Vivo entre muchos libros y extraigo una gran parte de mis ganas de vivir del hecho de que aún leeré la mayoría de ellos. (Elias Canetti)

miércoles, 18 de abril de 2018

PHILIPPE SANDS. CALLE ESTE-OESTE

Hola, buenas tardes. Bienvenidos de nuevo a Todos los libros un libro, el espacio de recomendaciones de lectura de Radio Universidad de Salamanca que hoy os recibe, al inicio del trimestre final del curso, con una propuesta muy interesante, un libro magnífico, un ensayo apasionante que enlaza, en su “escenario” último, con el que os presenté inmediatamente antes de las vacaciones.

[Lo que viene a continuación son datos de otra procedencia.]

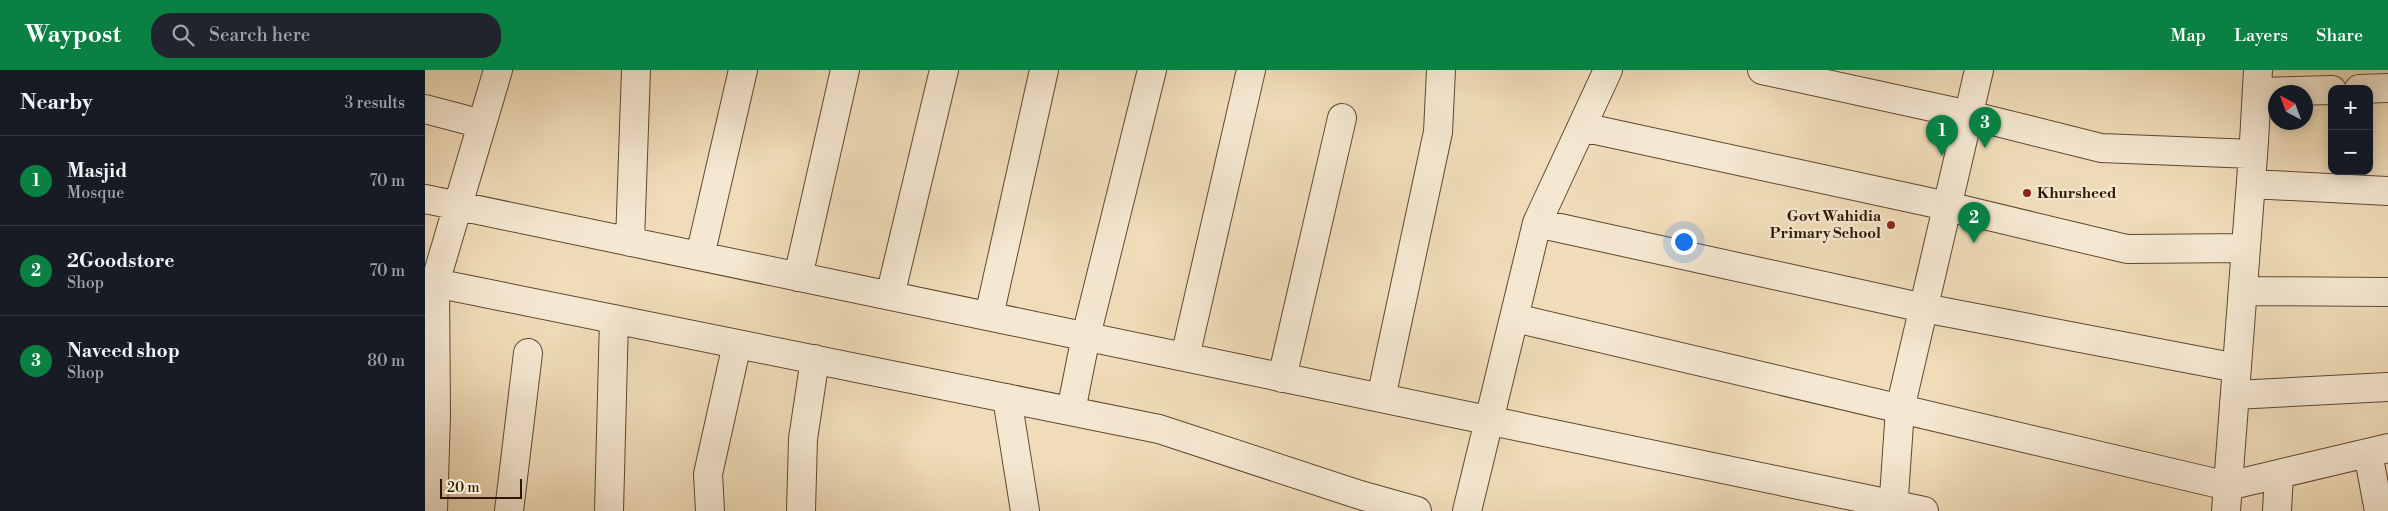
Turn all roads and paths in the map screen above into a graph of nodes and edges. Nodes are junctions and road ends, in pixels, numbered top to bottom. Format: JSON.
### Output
{"nodes":[{"id":1,"x":498,"y":70,"type":"edge"},
{"id":2,"x":636,"y":70,"type":"edge"},
{"id":3,"x":743,"y":70,"type":"edge"},
{"id":4,"x":845,"y":70,"type":"edge"},
{"id":5,"x":943,"y":70,"type":"edge"},
{"id":6,"x":1045,"y":70,"type":"edge"},
{"id":7,"x":1152,"y":70,"type":"edge"},
{"id":8,"x":1251,"y":70,"type":"edge"},
{"id":9,"x":1441,"y":70,"type":"edge"},
{"id":10,"x":1608,"y":70,"type":"edge"},
{"id":11,"x":1762,"y":70,"type":"edge"},
{"id":12,"x":1979,"y":70,"type":"edge"},
{"id":13,"x":2257,"y":81,"type":"edge"},
{"id":14,"x":2388,"y":88,"type":"edge"},
{"id":15,"x":2373,"y":89,"type":"edge"},
{"id":16,"x":2328,"y":90,"type":"edge"},
{"id":17,"x":425,"y":109,"type":"edge"},
{"id":18,"x":1969,"y":115,"type":"junction"},
{"id":19,"x":1342,"y":118,"type":"dead end"},
{"id":20,"x":482,"y":124,"type":"junction"},
{"id":21,"x":1582,"y":127,"type":"junction"},
{"id":22,"x":2253,"y":154,"type":"junction"},
{"id":23,"x":2251,"y":184,"type":"junction"},
{"id":24,"x":2388,"y":191,"type":"edge"},
{"id":25,"x":425,"y":199,"type":"edge"},
{"id":26,"x":457,"y":206,"type":"junction"},
{"id":27,"x":1947,"y":206,"type":"junction"},
{"id":28,"x":1537,"y":223,"type":"junction"},
{"id":29,"x":630,"y":242,"type":"junction"},
{"id":30,"x":2246,"y":248,"type":"junction"},
{"id":31,"x":700,"y":256,"type":"junction"},
{"id":32,"x":797,"y":277,"type":"junction"},
{"id":33,"x":430,"y":282,"type":"edge"},
{"id":34,"x":2243,"y":290,"type":"junction"},
{"id":35,"x":2388,"y":292,"type":"edge"},
{"id":36,"x":890,"y":296,"type":"junction"},
{"id":37,"x":1923,"y":308,"type":"junction"},
{"id":38,"x":989,"y":316,"type":"junction"},
{"id":39,"x":1515,"y":318,"type":"junction"},
{"id":40,"x":614,"y":319,"type":"junction"},
{"id":41,"x":1086,"y":336,"type":"junction"},
{"id":42,"x":737,"y":344,"type":"junction"},
{"id":43,"x":527,"y":354,"type":"dead end"},
{"id":44,"x":1185,"y":357,"type":"junction"},
{"id":45,"x":815,"y":360,"type":"junction"},
{"id":46,"x":2237,"y":368,"type":"junction"},
{"id":47,"x":1282,"y":378,"type":"junction"},
{"id":48,"x":2388,"y":387,"type":"edge"},
{"id":49,"x":2235,"y":395,"type":"junction"},
{"id":50,"x":1007,"y":398,"type":"junction"},
{"id":51,"x":1381,"y":398,"type":"junction"},
{"id":52,"x":1900,"y":409,"type":"junction"},
{"id":53,"x":1071,"y":411,"type":"junction"},
{"id":54,"x":431,"y":416,"type":"edge"},
{"id":55,"x":1491,"y":421,"type":"junction"},
{"id":56,"x":2378,"y":451,"type":"edge"},
{"id":57,"x":2279,"y":474,"type":"junction"},
{"id":58,"x":2227,"y":498,"type":"edge"},
{"id":59,"x":1362,"y":503,"type":"edge"},
{"id":60,"x":1894,"y":508,"type":"edge"},
{"id":61,"x":433,"y":511,"type":"edge"},
{"id":62,"x":509,"y":511,"type":"edge"},
{"id":63,"x":609,"y":511,"type":"edge"},
{"id":64,"x":710,"y":511,"type":"edge"},
{"id":65,"x":801,"y":511,"type":"edge"},
{"id":66,"x":1025,"y":511,"type":"edge"},
{"id":67,"x":1417,"y":511,"type":"edge"},
{"id":68,"x":1467,"y":511,"type":"edge"},
{"id":69,"x":1924,"y":511,"type":"edge"},
{"id":70,"x":2277,"y":511,"type":"edge"},
{"id":71,"x":2379,"y":511,"type":"edge"}],
"edges":[{"from":1,"to":20,"type":"street"},
{"from":2,"to":29,"type":"street"},
{"from":3,"to":31,"type":"street"},
{"from":4,"to":32,"type":"street"},
{"from":5,"to":36,"type":"street"},
{"from":6,"to":38,"type":"street"},
{"from":7,"to":41,"type":"street"},
{"from":8,"to":44,"type":"street"},
{"from":9,"to":51,"type":"street"},
{"from":10,"to":21,"type":"street"},
{"from":11,"to":18,"type":"street"},
{"from":12,"to":18,"type":"street"},
{"from":13,"to":16,"type":"street"},
{"from":13,"to":22,"type":"street"},
{"from":14,"to":15,"type":"street"},
{"from":17,"to":20,"type":"street"},
{"from":18,"to":22,"type":"street"},
{"from":18,"to":27,"type":"street"},
{"from":19,"to":47,"type":"street"},
{"from":20,"to":26,"type":"street"},
{"from":21,"to":27,"type":"street"},
{"from":21,"to":28,"type":"street"},
{"from":22,"to":23,"type":"street"},
{"from":23,"to":24,"type":"street"},
{"from":23,"to":30,"type":"street"},
{"from":25,"to":26,"type":"street"},
{"from":26,"to":29,"type":"street"},
{"from":26,"to":33,"type":"street"},
{"from":27,"to":30,"type":"street"},
{"from":27,"to":37,"type":"street"},
{"from":28,"to":37,"type":"street"},
{"from":28,"to":39,"type":"street"},
{"from":29,"to":31,"type":"street"},
{"from":30,"to":34,"type":"street"},
{"from":31,"to":32,"type":"street"},
{"from":32,"to":36,"type":"street"},
{"from":33,"to":40,"type":"street"},
{"from":33,"to":54,"type":"street"},
{"from":34,"to":35,"type":"street"},
{"from":34,"to":46,"type":"street"},
{"from":36,"to":38,"type":"street"},
{"from":37,"to":46,"type":"street"},
{"from":37,"to":52,"type":"street"},
{"from":38,"to":41,"type":"street"},
{"from":39,"to":52,"type":"street"},
{"from":39,"to":55,"type":"street"},
{"from":40,"to":42,"type":"street"},
{"from":40,"to":63,"type":"street"},
{"from":41,"to":44,"type":"street"},
{"from":41,"to":53,"type":"street"},
{"from":42,"to":45,"type":"street"},
{"from":42,"to":64,"type":"street"},
{"from":43,"to":62,"type":"street"},
{"from":44,"to":47,"type":"street"},
{"from":45,"to":50,"type":"street"},
{"from":45,"to":65,"type":"street"},
{"from":46,"to":49,"type":"street"},
{"from":47,"to":51,"type":"street"},
{"from":48,"to":49,"type":"street"},
{"from":49,"to":58,"type":"street"},
{"from":50,"to":53,"type":"street"},
{"from":50,"to":66,"type":"street"},
{"from":51,"to":55,"type":"street"},
{"from":52,"to":58,"type":"street"},
{"from":52,"to":60,"type":"street"},
{"from":53,"to":59,"type":"street"},
{"from":54,"to":61,"type":"street"},
{"from":55,"to":60,"type":"street"},
{"from":55,"to":68,"type":"street"},
{"from":56,"to":57,"type":"street"},
{"from":56,"to":71,"type":"street"},
{"from":57,"to":58,"type":"street"},
{"from":57,"to":70,"type":"street"},
{"from":59,"to":67,"type":"street"},
{"from":60,"to":69,"type":"street"}]}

Y es que si en Una librería en Berlín era la presencia del nazismo la que impregnaba la trama entera de la huida de su autora y personaje principal, Françoise Frenkel, del horror sembrado por Hitler en media Europa antes y durante la Segunda guerra mundial, en este Calle Este-Oeste que os traigo hoy, el exhaustivo, riguroso y, a la vez, palpitante estudio de Philippe Sands que publicó en 2017 la editorial Anagrama, son también los orígenes, el desarrollo y, sobre todo, las consecuencias del trágico delirio nazi los que protagonizan un libro, como digo, deslumbrante y de lectura arrebatadora. En traducción de Francisco J. Ramos Mesa, la obra se presenta con un subtítulo muy claro y explícito y, por ello, revelador del contenido que nos encontraremos en sus cerca de seiscientas páginas: Sobre los orígenes de "genocidio" y "crímenes contra la humanidad".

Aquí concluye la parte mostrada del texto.